» Material for the task
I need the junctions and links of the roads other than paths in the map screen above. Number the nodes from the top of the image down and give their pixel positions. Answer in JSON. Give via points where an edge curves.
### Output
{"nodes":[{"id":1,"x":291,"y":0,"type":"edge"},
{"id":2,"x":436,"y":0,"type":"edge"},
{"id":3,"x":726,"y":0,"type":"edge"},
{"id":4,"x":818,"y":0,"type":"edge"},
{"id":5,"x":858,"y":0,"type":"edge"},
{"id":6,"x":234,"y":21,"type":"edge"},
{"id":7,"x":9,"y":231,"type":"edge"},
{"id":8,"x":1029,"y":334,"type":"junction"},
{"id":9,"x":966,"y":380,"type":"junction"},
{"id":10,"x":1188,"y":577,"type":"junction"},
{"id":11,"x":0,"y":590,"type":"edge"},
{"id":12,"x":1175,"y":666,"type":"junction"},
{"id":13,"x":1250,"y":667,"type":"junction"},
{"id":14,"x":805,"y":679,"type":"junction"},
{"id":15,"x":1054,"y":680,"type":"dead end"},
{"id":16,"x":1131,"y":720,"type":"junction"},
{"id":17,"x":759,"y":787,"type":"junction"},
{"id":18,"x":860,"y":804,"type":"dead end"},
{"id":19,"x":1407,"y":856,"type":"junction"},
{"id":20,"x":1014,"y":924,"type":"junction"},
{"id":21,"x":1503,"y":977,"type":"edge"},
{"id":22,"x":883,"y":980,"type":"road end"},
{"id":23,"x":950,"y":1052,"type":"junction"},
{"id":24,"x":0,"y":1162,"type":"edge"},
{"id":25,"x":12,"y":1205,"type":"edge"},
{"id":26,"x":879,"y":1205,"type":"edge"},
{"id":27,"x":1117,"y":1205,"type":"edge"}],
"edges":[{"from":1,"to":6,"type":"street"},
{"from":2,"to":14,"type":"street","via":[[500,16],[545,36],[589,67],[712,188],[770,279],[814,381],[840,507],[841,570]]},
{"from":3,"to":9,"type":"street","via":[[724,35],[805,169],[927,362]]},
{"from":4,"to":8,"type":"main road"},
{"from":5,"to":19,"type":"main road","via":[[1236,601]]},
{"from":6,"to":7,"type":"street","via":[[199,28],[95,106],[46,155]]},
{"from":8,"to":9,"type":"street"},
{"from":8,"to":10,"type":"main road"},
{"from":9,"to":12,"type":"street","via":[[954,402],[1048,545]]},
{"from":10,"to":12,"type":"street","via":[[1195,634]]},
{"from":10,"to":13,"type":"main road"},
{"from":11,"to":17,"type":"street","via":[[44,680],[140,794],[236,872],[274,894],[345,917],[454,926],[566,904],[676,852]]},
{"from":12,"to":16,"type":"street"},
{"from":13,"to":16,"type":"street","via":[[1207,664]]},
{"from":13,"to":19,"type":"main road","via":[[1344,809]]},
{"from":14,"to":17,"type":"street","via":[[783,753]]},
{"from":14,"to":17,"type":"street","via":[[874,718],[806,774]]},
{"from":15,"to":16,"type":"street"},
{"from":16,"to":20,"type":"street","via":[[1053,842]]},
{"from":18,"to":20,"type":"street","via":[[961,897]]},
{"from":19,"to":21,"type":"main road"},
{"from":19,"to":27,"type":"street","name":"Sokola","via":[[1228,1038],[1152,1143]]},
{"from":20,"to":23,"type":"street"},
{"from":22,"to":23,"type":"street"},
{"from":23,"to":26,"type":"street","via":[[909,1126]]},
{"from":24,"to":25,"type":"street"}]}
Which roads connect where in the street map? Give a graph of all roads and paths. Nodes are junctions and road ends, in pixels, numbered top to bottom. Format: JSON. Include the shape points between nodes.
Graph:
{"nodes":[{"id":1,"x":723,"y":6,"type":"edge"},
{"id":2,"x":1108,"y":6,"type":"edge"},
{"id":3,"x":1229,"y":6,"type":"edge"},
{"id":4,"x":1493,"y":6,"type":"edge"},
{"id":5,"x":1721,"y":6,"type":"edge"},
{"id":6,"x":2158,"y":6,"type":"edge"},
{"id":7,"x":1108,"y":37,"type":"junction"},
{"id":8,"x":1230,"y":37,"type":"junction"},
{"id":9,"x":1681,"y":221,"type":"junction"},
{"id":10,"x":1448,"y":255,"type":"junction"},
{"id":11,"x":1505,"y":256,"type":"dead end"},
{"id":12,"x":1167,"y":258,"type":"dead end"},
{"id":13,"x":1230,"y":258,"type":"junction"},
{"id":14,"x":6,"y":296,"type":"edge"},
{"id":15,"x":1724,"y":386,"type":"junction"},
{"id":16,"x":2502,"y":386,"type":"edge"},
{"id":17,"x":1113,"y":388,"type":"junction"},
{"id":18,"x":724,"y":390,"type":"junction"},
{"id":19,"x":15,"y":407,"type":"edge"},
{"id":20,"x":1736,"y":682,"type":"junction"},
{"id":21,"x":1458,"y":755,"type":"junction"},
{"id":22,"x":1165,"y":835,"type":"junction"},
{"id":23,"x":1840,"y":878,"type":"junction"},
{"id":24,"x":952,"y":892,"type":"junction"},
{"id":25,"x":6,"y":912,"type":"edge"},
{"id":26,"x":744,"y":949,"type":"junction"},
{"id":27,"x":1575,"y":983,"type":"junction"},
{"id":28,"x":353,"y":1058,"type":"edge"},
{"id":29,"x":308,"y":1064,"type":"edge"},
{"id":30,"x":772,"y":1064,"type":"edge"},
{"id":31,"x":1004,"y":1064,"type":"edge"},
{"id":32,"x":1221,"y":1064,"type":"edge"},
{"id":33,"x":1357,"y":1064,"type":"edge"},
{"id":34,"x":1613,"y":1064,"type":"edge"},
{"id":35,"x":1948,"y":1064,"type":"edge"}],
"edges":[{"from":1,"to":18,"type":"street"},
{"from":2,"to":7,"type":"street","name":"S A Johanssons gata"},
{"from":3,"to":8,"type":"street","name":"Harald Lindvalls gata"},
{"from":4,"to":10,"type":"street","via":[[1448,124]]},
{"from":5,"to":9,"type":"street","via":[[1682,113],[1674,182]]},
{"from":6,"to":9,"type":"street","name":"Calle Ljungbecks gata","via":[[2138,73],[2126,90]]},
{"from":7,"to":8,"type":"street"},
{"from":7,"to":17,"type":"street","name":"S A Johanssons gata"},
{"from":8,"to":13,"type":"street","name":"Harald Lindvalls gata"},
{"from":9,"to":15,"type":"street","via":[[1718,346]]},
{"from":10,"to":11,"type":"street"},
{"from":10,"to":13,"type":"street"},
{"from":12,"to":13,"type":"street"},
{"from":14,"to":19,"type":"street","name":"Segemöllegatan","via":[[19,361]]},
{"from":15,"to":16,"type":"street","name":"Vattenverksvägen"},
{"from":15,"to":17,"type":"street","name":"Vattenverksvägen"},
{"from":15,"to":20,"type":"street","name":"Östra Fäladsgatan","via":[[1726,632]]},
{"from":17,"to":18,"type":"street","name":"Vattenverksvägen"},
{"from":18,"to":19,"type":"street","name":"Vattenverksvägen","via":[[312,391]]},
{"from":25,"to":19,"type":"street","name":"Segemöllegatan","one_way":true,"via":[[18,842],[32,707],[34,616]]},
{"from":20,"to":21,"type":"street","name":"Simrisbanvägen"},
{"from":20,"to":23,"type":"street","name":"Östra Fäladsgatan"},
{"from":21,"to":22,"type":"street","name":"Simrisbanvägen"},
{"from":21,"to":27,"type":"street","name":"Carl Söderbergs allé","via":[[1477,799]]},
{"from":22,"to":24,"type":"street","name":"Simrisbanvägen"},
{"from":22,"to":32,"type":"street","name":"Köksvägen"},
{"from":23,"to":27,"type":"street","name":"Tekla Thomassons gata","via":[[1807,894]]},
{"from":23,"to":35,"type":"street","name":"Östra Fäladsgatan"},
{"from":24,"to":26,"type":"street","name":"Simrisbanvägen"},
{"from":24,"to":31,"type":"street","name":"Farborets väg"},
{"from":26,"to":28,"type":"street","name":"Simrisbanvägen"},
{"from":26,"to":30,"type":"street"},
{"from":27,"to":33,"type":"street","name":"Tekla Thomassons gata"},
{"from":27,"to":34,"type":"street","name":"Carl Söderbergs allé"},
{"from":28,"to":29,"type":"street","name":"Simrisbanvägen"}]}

» Problem statement
On how many lines of the material does the word "JSON" appear? Reply with the number alone.

» Solved problem
2